The consumption of grapes and raisins presents a potential health threat to dogs.  Their toxicity to dogs can cause the animal to develop acute kidney injury (the sudden development of kidney failure) with anuria (a lack of urine production).  The phenomenon was first identified by the Animal Poison Control Center (APCC), run by the American Society for the Prevention of Cruelty to Animals (ASPCA).  Approximately 140 cases were seen by the APCC in the one year from April 2003 to April 2004, with 50 developing symptoms and seven dying.

It is not clear that the observed cases of kidney failure following ingestion are due to grapes only. Clinical findings suggest raisin and grape ingestion can be fatal, but the mechanism of toxicity is still considered unknown.

Cause and pathology
The reason some dogs develop kidney failure following ingestion of grapes and raisins is not known. Types of grapes involved include both seedless and seeded, store-bought and homegrown, and grape pressings from wineries.  A mycotoxin is suspected to be involved, but none has been found in grapes or raisins ingested by affected dogs.  The dose-response relationship has not been determined, but one study estimated 3 g/kg or greater for grapes or raisins. An April 2021 letter to the editor of JAVMA hypothesized that the tartaric acid in grapes could be the cause.
The most common pathological finding is proximal renal tubular necrosis.  In some cases, an accumulation of an unidentified golden-brown pigment was found within renal epithelial cells.
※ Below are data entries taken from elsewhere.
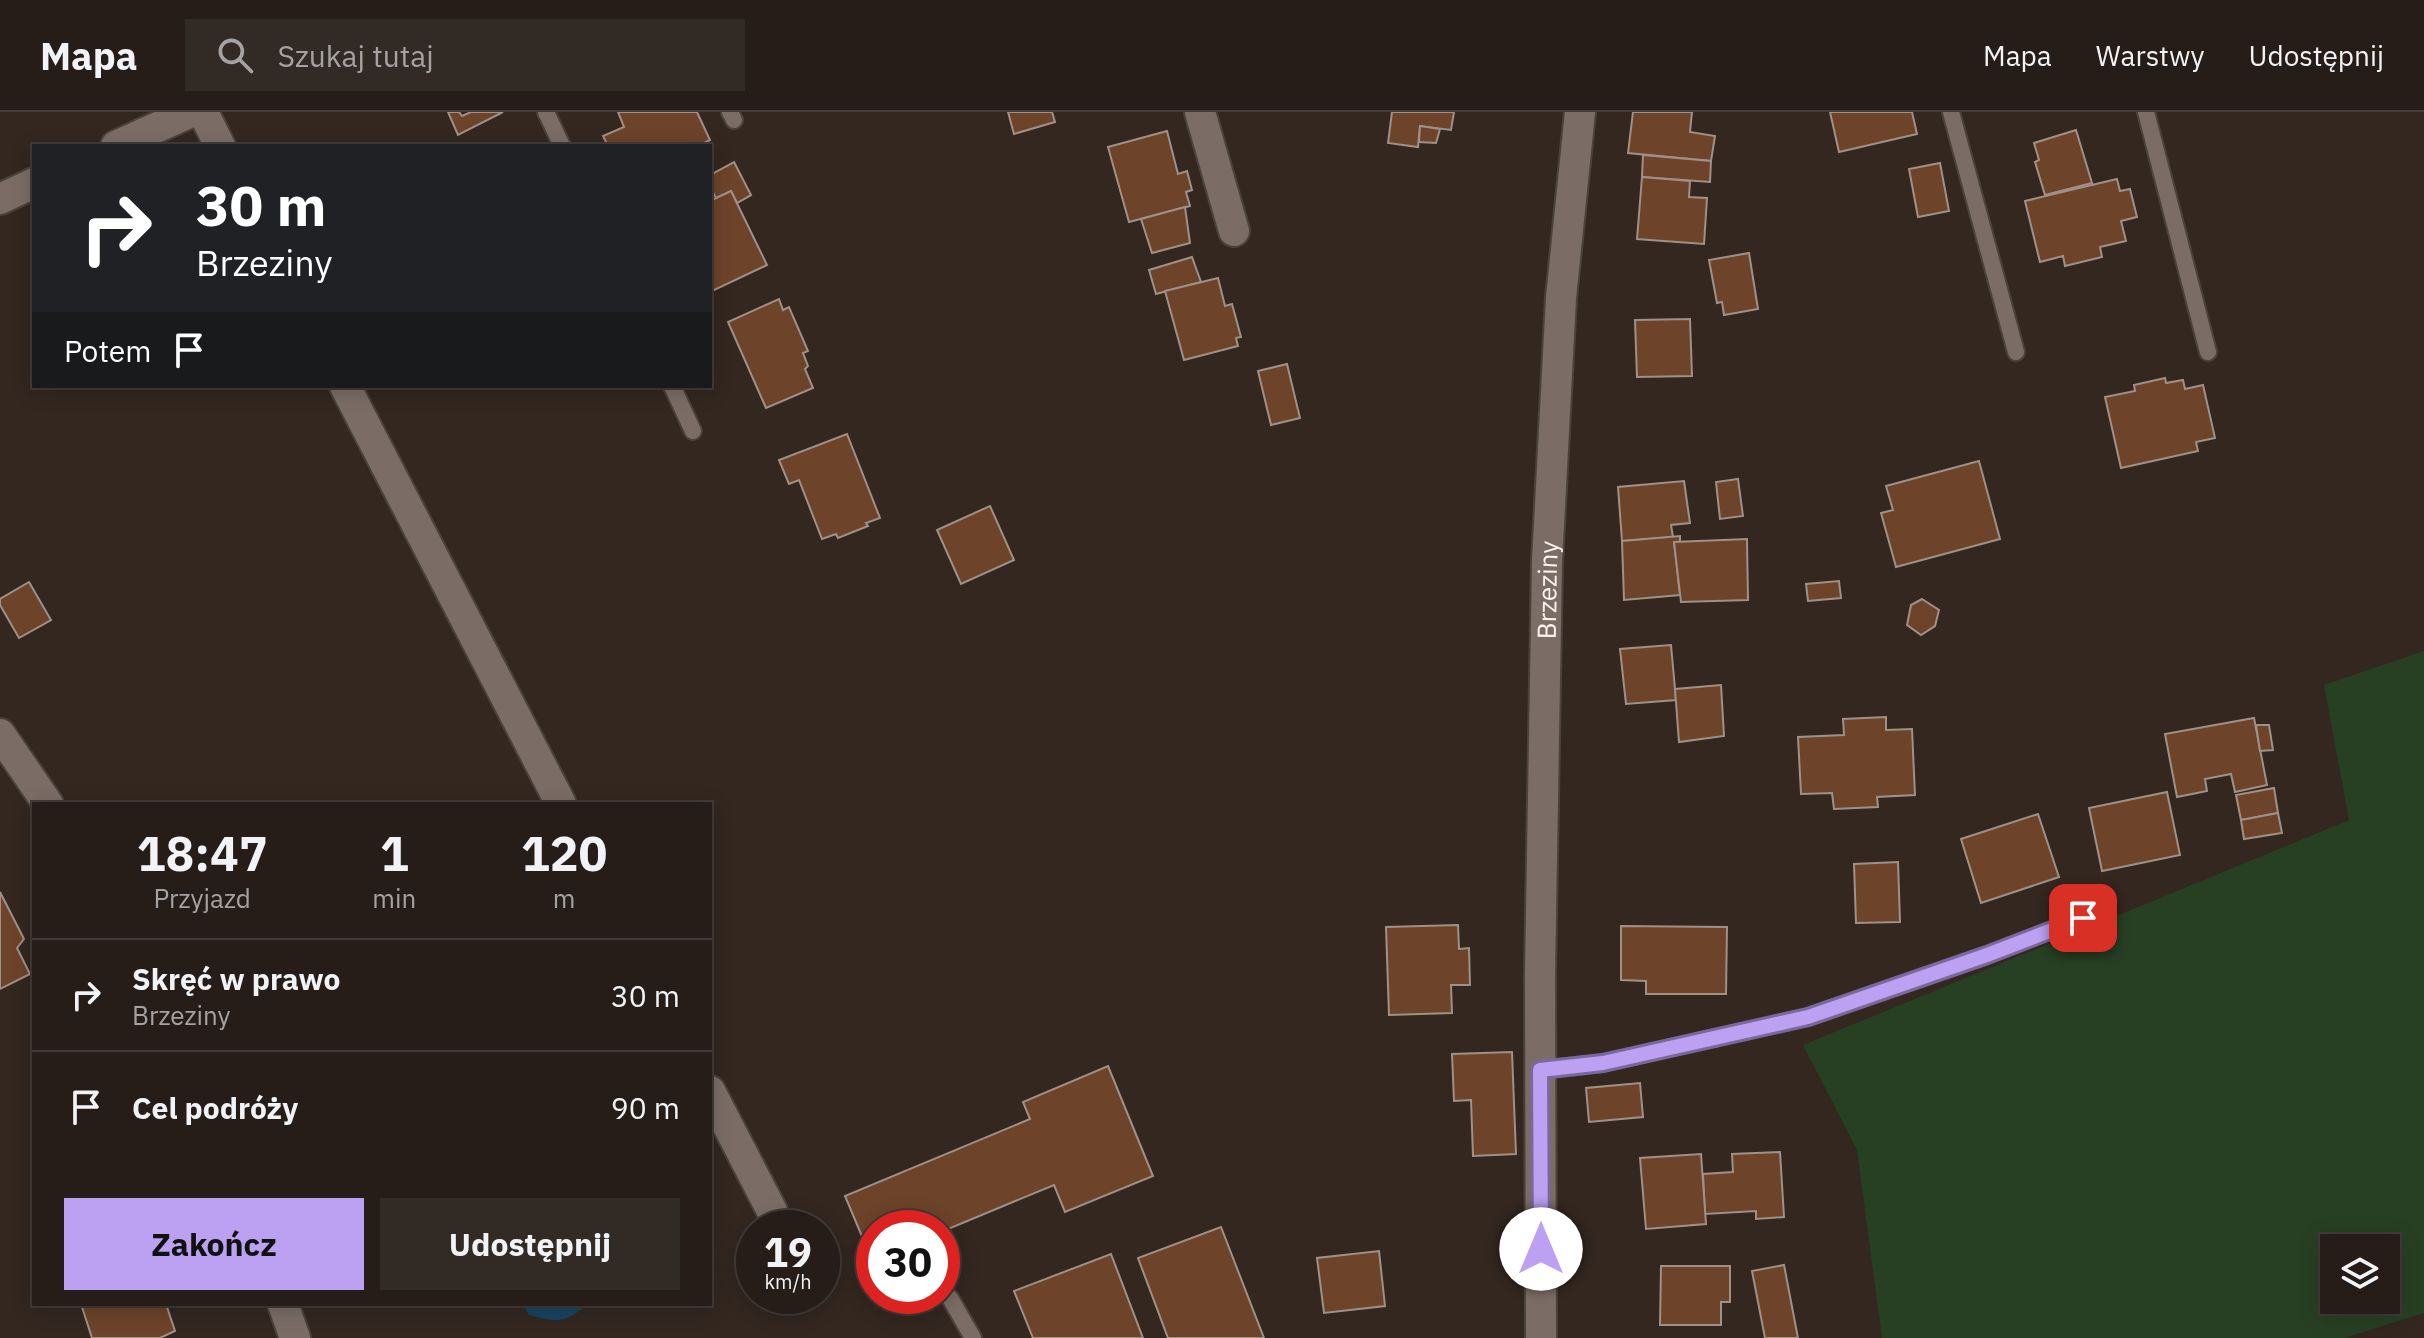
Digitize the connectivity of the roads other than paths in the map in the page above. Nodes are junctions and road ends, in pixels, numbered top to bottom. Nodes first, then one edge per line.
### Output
1 (191, 112) edge
2 (203, 112) edge
3 (546, 112) edge
4 (1200, 112) edge
5 (1580, 112) edge
6 (1951, 112) edge
7 (2146, 112) edge
8 (120, 144) edge
9 (219, 144) edge
10 (561, 144) edge
11 (32, 184) edge
12 (0, 199) edge
13 (1234, 231) dead end
14 (2016, 352) dead end
15 (2208, 352) dead end
16 (346, 388) edge
17 (673, 388) edge
18 (693, 431) dead end
19 (0, 734) edge
20 (47, 802) edge
21 (560, 802) edge
22 (2083, 918) dead end
23 (1540, 1070) junction
24 (712, 1095) edge
25 (771, 1210) edge
26 (284, 1306) edge
27 (959, 1314) edge
28 (295, 1338) edge
29 (973, 1338) edge
30 (1541, 1338) edge

1 - 8 street
2 - 9 street
3 - 10 lane
4 - 13 street
5 - 23 street, Brzeziny
6 - 14 lane
7 - 15 lane
11 - 12 street
16 - 21 street
17 - 18 lane
19 - 20 street
22 - 23 lane
23 - 30 street, Brzeziny
24 - 25 street
26 - 28 street
27 - 29 lane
Clinical signs and diagnosis
Vomiting and diarrhea are often the first clinical signs of grape or raisin toxicity.  They often develop within a few hours of ingestion.  Pieces of grapes or raisins may be present in the vomitus or stool.  Further symptoms include weakness, not eating, increased drinking, and abdominal pain. Acute kidney failure develops within 48 hours of ingestion.  A blood test may reveal increases in blood urea nitrogen (BUN), creatinine, phosphorus, and calcium.

Treatment
Emesis (induction of vomiting) is the generally recommended treatment if a dog has eaten grapes or raisins within the past two hours. A veterinarian may use an emetic such as  apomorphine to cause the dog to vomit. Further treatment may involve the use of activated charcoal to adsorb remaining toxins in the gastrointestinal tract and intravenous fluid therapy in the first 48 hours following ingestion to induce diuresis and help to prevent acute kidney failure. Vomiting is treated with antiemetics and the stomach is protected from uremic gastritis (damage to the stomach from increased BUN) with H2 receptor antagonists. BUN, creatinine, calcium, phosphorus, sodium, and potassium levels are closely monitored. Dialysis of the blood (hemodialysis) and peritoneal dialysis can be used to support the kidneys if anuria develops. Oliguria (decreased urine production) can be treated with dopamine or furosemide to stimulate urine production.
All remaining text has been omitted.